Xen security and XSA-108

You may have heard about Amazon or Rackspace rebooting some of their instances few days ago. It was known as a consequence of Xen Security Advisory number 108, aka XSA-108.

Update: the article is updated with more details and a correction about the amount of memory that could be read and privilege escalation.

Update 2: Xen Project Security Team release a very precise article on XSA-108. A must read if you want to know the details!

What it is

XSA-108 is also named "Improper MSR range used for x2APIC emulation". You can read more on the official announcement here. It affects only x86 architecture.

In short, if someone has administrator access to a guest (any DomU) running in HVM, he (or she) could crash the host or read any part some random part of the memory (up to 3KiB). This memory could be from another guest or the hypervisor itself.

That's why VPS vendors were very quick to deal with this problem. If combined with recent Bash security issue (shellshock), an attacker without any rights, could first get administrator access to a guest, and afterwards use XSA-108.

But to be clear, XSA-108 alone needs elevated guest OS privileges.

Bonus question:

  • is PV guest impacted? No
  • is PVHVM impacted? Yes.

How Xen people deal with security

Because Xen is used on major clouds on earth, the Xen team is very attentive to security concerns. They have a process well documented about their security policy (which you can read here).

XSA list

You can see anytime the list of XSA on this web page. Please not time are given in UTC.

But why Amazon know before me?

Because sometimes an advisory can be embargoed, due to its sensitive nature. Exactly like XSA-108! In this case, you need to be in the pre-disclosure list. It's well explained in the Xen security policy, but in short, you can apply if you want. Your application will be reviewed, depending on various standards (read the fine manual if you want to know more).

That's why Amazon and Rackspace (among others) were informed before the public statement.

Patching

Packaged Xen (Debian, CentOS)

Fix are already available, just run an upgrade from your favorite package manager. Example of the latest package in Debian Wheezy repo:

xen (4.1.4-3+deb7u3) wheezy-security;
 * Security upload.
 * Apply fix for Xen Security Advisory 108 (CVE-2014-7188)
 * Apply fix for Xen Security Advisory 104 (CVE-2014-7154)
 * Apply fix for Xen Security Advisory 105 (CVE-2014-7155)
 * Apply fix for Xen Security Advisory 106 (CVE-2014-7156)
 * Apply fix for Xen Security Advisory 56 (CVE-2013-2072) 

Guido and Pasik (and other maintainers) were extremely fast to deliver those packages at the right time. Congrats guys!

XenServer

The XenServer team was also very reactive and ready to deliver on time. The patch is available here. You can patch it through xe-cli or XenCenter. Or soon, with Xen Orchestra. Oh, by the way, check this:

Yep, it's currently working and tested right now (we patched our servers with Xen Orchestra: it worked flawlessly).

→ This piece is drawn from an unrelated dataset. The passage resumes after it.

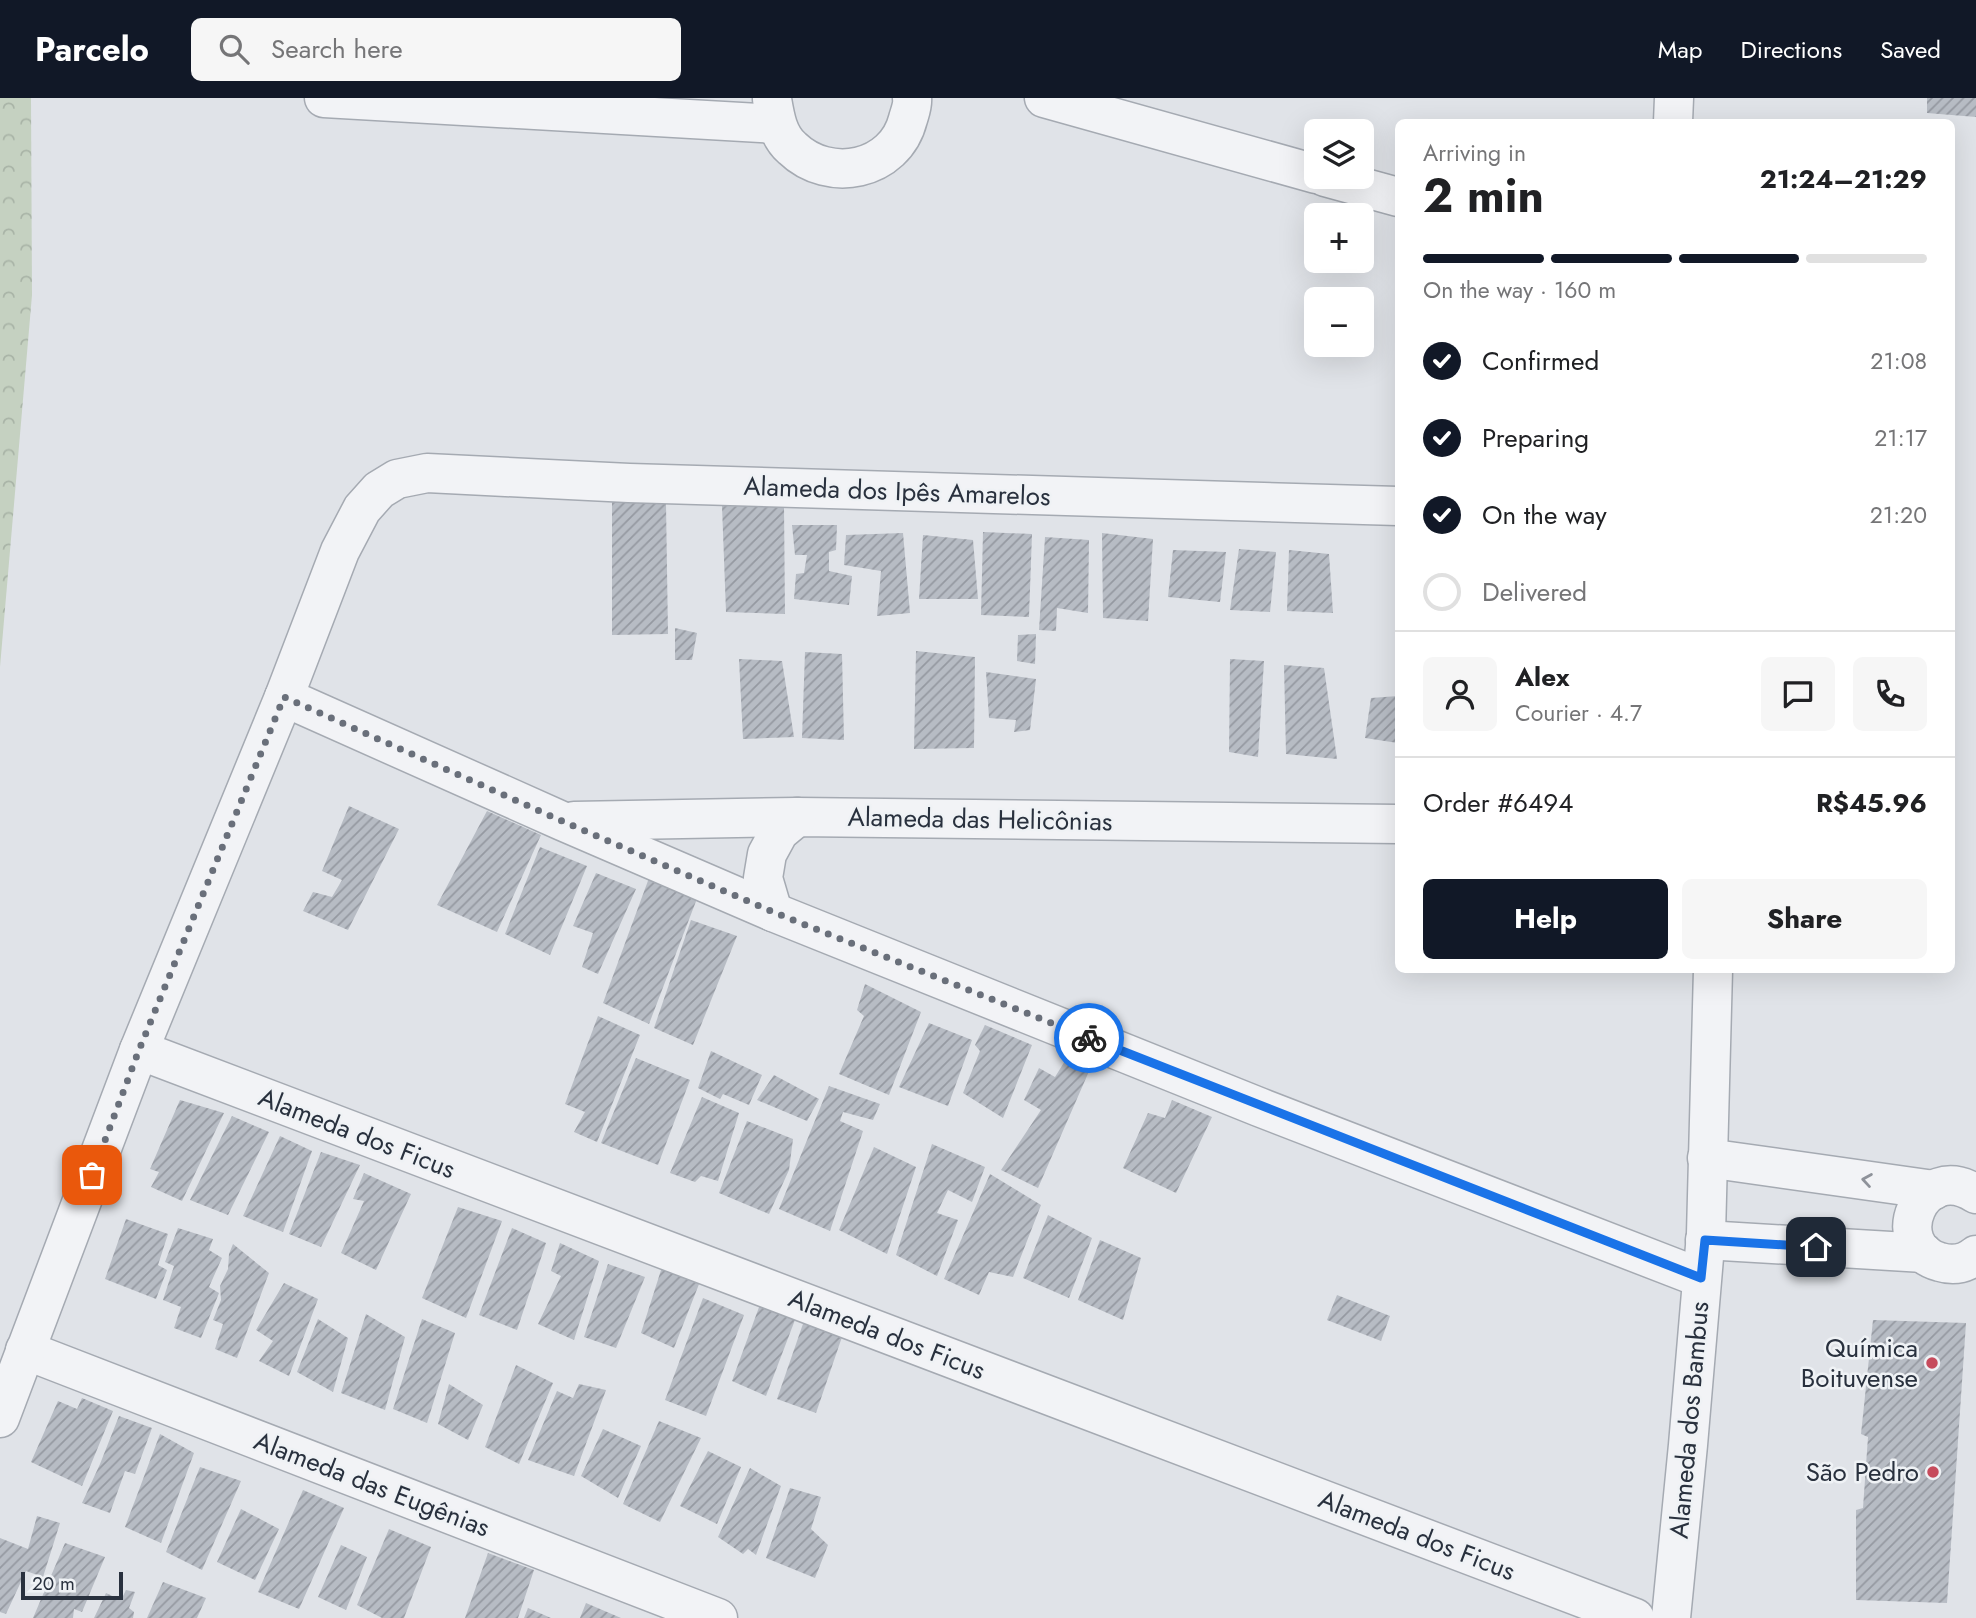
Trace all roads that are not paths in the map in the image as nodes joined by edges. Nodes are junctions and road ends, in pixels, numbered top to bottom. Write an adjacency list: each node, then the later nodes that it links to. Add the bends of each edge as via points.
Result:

The process is very neat: just click on "Patch", then select your *.xsupdate file and you're done. The patch will be uploaded, then applied on all your hosts in your pool without anything to do on your side. This stuff will be included soon in the next release.

From sources

If you are using Xen for sources, well, I won't explain how to apply a patch available in the XSA-108 ;)

Conclusion

Even if you have only PV guests, please consider patching: you'll never know if you'll test HVM or PVHVM later. It's also a very good habit to follow what's new in term of security advisories.

Don't forget that an attacker will never exploit only one vulnerability, but all he could find.

A big thanks to the Xen community for their reactivity. Do not hesitate to talk with them on the #xen irc channel on freenode.